Town and municipality in Split-Dalmatia County, Croatia

Zagvozd is a village and a seat of Zagvozd municipality in the Split-Dalmatia County, Croatia. In 2021 it had a population of 957. It is located 18 km from Imotski, 15 km from Šestanovac, 18 km from Lovreć and 46 km from Vrgorac.

==Demographics==
In 2021, the municipality had 957 residents in the following 7 settlements:
- Biokovsko Selo, population 41
- Krstatice, population 67
- Rastovac, population 146
- Rašćane Gornje, population 23
- Zagvozd, population 640
- Župa, population 37
- Župa Srednja, population 3

In 2011, 99% of the population were ethnic Croats.

==History==
From 1941 to 1945, Zagvozd was part of the Independent State of Croatia. In the settlements of Zagvozd and Rastovac, at least 190 lost their lives over the course of the war.
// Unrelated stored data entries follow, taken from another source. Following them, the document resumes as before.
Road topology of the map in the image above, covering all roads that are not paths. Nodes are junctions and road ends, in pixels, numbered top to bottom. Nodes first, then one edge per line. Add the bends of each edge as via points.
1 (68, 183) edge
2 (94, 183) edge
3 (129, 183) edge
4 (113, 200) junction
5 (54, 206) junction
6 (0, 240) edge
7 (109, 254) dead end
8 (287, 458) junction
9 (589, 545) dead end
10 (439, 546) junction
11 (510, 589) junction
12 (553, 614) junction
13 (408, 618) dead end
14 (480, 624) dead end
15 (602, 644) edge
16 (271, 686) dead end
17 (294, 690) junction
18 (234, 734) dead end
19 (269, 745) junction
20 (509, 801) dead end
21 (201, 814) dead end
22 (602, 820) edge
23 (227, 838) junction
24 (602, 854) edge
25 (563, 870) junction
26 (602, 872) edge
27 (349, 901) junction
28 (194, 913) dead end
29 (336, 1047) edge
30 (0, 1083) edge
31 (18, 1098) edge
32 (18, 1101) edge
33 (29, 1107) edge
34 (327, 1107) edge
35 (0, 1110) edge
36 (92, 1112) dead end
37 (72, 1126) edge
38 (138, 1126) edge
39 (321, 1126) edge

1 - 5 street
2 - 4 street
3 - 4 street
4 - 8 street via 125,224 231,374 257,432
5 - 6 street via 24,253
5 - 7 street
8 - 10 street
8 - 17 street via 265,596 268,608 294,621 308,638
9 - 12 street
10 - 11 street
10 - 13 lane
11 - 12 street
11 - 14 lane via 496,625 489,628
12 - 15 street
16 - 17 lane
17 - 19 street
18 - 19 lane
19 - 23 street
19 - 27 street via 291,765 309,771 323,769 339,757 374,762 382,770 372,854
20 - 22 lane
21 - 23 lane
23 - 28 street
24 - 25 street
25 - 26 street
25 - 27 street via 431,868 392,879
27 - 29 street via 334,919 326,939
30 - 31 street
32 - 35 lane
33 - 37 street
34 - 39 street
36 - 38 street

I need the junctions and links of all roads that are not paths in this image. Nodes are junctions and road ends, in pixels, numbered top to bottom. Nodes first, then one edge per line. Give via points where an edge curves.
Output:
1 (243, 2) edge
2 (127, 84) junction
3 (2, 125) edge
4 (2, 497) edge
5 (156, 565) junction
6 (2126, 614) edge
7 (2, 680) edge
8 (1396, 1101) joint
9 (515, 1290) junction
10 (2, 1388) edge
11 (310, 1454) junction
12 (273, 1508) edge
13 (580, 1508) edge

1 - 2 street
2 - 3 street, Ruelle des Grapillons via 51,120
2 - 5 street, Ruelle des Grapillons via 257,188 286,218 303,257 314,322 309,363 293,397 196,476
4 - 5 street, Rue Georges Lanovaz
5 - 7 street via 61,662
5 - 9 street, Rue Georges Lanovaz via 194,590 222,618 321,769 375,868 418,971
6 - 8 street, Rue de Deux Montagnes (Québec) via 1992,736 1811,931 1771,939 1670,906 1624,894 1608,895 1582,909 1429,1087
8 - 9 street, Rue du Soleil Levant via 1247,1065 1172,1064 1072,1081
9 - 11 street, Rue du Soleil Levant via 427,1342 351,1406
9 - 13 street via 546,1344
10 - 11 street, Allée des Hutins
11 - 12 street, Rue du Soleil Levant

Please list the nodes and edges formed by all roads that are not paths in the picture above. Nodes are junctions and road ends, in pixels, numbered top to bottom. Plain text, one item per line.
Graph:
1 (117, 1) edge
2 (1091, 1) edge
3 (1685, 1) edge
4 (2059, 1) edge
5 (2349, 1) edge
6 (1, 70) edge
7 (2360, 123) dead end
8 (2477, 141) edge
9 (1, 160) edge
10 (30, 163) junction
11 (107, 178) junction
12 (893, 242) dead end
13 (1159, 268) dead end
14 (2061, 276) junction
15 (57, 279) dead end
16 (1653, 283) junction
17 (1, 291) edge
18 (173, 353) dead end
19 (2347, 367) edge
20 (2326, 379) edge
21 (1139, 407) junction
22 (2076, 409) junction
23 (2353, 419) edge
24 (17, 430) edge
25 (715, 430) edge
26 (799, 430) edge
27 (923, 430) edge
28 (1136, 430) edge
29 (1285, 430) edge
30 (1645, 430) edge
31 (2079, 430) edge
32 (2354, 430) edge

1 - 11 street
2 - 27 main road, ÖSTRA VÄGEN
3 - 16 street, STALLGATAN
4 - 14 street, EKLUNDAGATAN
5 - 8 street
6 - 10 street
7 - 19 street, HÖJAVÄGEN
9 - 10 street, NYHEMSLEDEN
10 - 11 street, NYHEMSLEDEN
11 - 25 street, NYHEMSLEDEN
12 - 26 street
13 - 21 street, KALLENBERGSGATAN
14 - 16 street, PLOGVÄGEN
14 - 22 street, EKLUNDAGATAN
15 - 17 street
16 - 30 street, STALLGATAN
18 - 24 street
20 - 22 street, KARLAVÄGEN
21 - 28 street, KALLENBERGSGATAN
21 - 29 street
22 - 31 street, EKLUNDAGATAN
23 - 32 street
Zagvozd was the site of a 1945 torture and massacre of 18 friars and civilians, committed by Yugoslav Partisans. Their remains were discovered in 2005. DNA analysis in Split revealed the identities of three of the victims as Franciscan friars from the town of Široki Brijeg. In 2007, the 15 unidentified bodies were buried in Zagvozd while the identified friars were buried in their native Široki Brijeg.

== Culture ==
Zagvozd celebrates its municipal day on July 16 to coincide with the local celebration of the feast of Our Lady of Mount Carmel.